Report: "Degraded performance when querying metrics on AWS Germany"

Last update
resolved

On 12th of March, between 13:30 UTC and 13:50 UTC we experienced some degraded performance when querying metrics on the AWS Germany cluster. The effects were reflected in unavailability to see metrics on dashboards and alert queries triggering errors during that period. The issue has been resolved.

Report: "Delay in aggregated series through adaptive metrics"

Last update
resolved

All series are now caught up and the incident is resolved.

identified

We are continuing to monitor the fix for this issue.

identified

Aggregated series through adaptive metrics have been delayed since ~15:50 UTC in prod-us-central-0/cortex-prod-04. No data is lost, it is only being delayed for querying. We’ve put a fix in place and it’s catching up now. We're currently monitoring further.

Report: "Write path down in prod-us-east-2-prometheus-prod-56"

Last update
resolved

This incident has been resolved.

investigating

We are continuing to investigate this issue.

investigating

We are currently investigating an issue with the write path in prod-us-east-2-prometheus-prod-56.

Report: "Read errors in prod-eu-west-0"

Last update
resolved

Many ingesters were evicted from nodes in cortex-prod-01 at once causing a read path outage. Once the ingesters were rescheduled the read path recovered. The errors lasted about 10 minutes.

monitoring

A fix has been implemented and we are monitoring the results.

investigating

As of 3:35pm UTC, we were alerted to an issue with a Mimir read path outage in prod-01-eu-west-0. Users experiencing this issue may have encountered timeouts on Prometheus/metrics queries. Service has recovered but we are monitoring.

Report: "Longer than expected load times in multiple AWS regions"

Last update
resolved

This incident has been resolved.

monitoring

Our engineering team has taken temporary measures to alleviate the impact on customers. We will continue to provide updates as more information becomes available.

identified

Our engineering team is still investigating the root cause of the issue and has taken temporary measures to alleviate the impact on customers. We will continue to provide updates as more information becomes available.

identified

We are seeing this issue occur in multiple AWS regions. Our engineering team is currently engaged in remediating this issue.

monitoring

We are continuing to monitor for further issues. The issue is scoped to AWS and is only significantly observed in the prod-us-east-0 and prod-eu-west-2 regions. We have also retroactively changed the title of this status to accurately reflect the scope.

monitoring

Our Engineering team has identified that https://status.grafana.com/incidents/q6k82s6s7sj0 is related to this issue. At this moment we keep monitoring our services. We'll be providing further updates accordingly.

monitoring

Engineering has released a fix, and customers should no longer be experiencing this issue. We will continue to monitor for recurrence and provide updates accordingly.

identified

Engineering has identified the issue and is currently exploring remediation options.

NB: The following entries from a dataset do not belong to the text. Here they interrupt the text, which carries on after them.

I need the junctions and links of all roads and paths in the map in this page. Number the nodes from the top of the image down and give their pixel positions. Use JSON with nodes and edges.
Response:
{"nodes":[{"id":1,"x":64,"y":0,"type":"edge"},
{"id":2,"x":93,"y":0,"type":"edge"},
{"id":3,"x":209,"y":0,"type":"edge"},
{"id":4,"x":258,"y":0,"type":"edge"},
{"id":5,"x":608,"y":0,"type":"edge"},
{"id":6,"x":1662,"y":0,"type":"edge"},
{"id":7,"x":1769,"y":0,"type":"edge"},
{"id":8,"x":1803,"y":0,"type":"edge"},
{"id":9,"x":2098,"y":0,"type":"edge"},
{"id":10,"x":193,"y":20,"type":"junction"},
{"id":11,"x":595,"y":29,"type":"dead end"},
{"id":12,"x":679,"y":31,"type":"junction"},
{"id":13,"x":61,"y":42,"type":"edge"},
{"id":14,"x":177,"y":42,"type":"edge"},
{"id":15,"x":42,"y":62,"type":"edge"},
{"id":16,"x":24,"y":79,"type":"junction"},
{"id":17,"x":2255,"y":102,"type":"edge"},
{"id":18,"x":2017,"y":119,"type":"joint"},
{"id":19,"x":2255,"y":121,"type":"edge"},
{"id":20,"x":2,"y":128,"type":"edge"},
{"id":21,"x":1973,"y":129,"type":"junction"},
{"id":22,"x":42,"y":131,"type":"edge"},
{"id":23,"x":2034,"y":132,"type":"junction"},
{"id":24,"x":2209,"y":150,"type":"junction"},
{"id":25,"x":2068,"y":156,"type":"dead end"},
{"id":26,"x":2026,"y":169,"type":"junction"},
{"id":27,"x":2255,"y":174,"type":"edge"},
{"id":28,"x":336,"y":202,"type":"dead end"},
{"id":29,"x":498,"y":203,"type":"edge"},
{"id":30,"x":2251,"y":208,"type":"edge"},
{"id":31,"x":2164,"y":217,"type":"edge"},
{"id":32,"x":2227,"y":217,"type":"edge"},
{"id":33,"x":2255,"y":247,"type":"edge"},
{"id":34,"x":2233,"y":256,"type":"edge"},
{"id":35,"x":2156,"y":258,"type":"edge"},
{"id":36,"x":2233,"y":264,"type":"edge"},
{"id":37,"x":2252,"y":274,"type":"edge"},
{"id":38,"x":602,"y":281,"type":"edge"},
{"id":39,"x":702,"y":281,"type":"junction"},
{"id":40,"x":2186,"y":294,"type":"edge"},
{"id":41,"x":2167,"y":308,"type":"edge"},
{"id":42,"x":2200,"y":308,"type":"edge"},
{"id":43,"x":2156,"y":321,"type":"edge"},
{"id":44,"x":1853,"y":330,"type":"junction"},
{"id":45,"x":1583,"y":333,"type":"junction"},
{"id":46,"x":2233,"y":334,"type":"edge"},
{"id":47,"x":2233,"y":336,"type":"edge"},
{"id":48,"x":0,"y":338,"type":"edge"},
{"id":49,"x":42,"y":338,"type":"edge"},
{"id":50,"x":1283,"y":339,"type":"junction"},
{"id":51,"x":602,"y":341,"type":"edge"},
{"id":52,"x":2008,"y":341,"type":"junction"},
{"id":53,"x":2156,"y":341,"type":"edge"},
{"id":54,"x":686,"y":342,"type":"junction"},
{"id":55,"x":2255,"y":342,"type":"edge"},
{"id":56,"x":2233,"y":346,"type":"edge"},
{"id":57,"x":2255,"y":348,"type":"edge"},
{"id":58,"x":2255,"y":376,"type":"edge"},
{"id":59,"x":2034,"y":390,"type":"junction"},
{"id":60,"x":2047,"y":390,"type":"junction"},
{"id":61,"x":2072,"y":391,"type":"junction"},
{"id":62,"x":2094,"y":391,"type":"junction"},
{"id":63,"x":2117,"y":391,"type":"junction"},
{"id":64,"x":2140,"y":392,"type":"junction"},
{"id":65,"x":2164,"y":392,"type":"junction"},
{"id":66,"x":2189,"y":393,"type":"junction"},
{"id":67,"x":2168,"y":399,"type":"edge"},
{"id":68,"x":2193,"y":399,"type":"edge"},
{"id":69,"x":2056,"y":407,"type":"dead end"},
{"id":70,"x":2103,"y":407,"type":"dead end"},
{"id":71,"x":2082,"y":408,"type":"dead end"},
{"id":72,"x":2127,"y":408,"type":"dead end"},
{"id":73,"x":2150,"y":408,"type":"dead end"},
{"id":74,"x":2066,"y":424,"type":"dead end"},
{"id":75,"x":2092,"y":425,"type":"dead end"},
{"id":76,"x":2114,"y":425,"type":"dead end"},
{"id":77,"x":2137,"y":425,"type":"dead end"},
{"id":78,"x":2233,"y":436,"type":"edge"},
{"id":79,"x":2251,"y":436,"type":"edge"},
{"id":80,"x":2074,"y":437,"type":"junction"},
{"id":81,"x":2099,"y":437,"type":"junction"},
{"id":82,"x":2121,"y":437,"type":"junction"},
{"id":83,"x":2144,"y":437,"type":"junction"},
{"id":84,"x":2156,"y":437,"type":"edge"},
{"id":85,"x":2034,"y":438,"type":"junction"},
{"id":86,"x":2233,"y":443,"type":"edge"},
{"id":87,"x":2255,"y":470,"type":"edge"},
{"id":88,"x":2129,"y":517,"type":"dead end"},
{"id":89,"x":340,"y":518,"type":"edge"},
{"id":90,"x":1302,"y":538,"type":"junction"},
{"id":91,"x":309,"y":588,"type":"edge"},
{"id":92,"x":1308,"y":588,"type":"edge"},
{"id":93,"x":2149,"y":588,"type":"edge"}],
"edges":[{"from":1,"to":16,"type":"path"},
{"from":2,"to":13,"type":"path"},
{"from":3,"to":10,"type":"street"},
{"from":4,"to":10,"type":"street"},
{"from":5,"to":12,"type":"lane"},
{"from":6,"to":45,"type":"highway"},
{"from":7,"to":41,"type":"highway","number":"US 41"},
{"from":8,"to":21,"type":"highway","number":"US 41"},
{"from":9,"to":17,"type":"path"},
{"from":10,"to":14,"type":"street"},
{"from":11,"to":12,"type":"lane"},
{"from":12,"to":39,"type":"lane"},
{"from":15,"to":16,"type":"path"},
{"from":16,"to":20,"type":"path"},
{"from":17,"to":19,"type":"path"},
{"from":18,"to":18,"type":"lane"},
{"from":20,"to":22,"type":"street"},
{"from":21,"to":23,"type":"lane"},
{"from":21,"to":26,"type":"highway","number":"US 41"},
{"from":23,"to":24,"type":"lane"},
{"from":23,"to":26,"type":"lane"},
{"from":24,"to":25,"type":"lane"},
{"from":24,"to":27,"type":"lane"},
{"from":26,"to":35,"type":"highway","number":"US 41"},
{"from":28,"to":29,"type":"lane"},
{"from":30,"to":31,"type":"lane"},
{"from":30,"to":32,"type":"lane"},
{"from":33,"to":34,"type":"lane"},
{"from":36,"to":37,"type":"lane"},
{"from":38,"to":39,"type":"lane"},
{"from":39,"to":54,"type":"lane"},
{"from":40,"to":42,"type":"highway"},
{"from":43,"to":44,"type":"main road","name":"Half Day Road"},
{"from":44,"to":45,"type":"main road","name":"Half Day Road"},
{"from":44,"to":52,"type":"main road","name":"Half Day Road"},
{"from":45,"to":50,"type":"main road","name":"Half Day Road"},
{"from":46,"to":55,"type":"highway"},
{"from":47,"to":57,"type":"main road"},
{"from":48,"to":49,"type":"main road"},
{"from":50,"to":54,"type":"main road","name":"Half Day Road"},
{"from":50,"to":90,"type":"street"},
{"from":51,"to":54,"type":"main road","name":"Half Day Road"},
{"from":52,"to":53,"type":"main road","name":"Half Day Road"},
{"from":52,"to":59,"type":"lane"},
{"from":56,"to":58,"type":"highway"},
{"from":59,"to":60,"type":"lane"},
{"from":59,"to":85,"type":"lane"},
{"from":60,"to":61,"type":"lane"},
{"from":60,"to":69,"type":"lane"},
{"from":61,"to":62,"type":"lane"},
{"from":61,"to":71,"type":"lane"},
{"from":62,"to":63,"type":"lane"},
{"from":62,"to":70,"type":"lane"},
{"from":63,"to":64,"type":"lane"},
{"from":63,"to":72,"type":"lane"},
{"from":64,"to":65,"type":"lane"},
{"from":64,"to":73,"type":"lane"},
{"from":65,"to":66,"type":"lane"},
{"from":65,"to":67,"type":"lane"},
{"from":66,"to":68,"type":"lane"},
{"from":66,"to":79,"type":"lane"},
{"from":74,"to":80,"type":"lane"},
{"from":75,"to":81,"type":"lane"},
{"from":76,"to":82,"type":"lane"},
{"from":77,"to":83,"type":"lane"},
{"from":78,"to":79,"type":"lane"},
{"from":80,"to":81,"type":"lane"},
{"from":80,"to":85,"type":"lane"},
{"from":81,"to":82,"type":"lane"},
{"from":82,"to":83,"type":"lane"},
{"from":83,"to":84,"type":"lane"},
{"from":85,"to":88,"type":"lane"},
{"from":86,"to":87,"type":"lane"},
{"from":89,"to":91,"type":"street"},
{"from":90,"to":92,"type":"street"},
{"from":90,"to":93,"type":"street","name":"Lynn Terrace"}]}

At this time, users may experience instances taking 15+ minutes to come off the "Grafana is Loading" page. We will continue to provide updates as more information is shared.

Report: "Degraded performance due to overloaded internal queues"

Last update
resolved

Our internal queues were affected by a scheduled data migration. For around three hours asynchronous scheduled tasks were affected and their processing delayed, but none cancelled or lost. Test scheduled particularly may have been not run at their intended time during that period.